Stored data
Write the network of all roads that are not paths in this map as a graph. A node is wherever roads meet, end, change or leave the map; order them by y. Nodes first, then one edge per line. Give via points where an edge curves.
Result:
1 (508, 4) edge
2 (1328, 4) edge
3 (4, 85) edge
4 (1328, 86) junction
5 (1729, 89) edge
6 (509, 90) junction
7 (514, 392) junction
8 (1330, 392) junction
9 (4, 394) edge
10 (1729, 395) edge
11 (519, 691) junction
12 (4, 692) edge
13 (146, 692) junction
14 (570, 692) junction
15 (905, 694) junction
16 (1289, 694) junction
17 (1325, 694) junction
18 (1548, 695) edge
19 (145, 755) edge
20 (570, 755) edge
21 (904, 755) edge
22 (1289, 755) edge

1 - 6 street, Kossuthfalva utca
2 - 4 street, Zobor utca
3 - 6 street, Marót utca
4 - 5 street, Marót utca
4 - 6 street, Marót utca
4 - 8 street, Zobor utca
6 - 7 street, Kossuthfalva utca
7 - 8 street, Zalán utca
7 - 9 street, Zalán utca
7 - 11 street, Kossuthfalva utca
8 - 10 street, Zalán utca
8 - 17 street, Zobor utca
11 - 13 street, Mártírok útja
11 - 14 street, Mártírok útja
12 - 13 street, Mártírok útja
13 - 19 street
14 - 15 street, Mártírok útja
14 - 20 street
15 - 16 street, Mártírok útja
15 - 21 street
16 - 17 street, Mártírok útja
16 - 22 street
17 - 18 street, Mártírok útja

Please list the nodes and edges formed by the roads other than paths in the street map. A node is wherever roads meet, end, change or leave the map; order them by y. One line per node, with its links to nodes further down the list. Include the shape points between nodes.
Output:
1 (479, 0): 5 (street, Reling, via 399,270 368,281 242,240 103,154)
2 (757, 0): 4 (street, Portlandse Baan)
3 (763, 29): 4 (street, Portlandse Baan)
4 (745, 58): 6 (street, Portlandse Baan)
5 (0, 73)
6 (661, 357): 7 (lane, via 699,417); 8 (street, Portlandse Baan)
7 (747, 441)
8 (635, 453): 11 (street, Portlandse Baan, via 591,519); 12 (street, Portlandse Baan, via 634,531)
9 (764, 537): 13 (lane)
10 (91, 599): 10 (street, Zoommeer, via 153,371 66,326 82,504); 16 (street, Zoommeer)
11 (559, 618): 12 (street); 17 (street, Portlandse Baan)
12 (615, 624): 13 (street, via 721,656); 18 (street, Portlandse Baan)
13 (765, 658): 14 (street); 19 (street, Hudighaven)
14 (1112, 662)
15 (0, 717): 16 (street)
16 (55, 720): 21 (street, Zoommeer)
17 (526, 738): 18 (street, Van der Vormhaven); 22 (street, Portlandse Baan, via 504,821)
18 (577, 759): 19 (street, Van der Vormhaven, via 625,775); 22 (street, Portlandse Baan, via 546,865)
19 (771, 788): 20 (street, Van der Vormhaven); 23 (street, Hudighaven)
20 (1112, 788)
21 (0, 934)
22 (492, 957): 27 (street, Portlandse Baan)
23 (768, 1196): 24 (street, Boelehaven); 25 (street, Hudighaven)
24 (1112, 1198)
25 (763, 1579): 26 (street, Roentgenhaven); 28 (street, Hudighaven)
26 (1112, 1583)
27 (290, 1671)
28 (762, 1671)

Problem description: For the string "points", search the preceding data and copy every line that includes it.

Worked solution:
Write the network of all roads that are not paths in this map as a graph. A node is wherever roads meet, end, change or leave the map; order them by y. Nodes first, then one edge per line. Give via points where an edge curves.
Please list the nodes and edges formed by the roads other than paths in the street map. A node is wherever roads meet, end, change or leave the map; order them by y. One line per node, with its links to nodes further down the list. Include the shape points between nodes.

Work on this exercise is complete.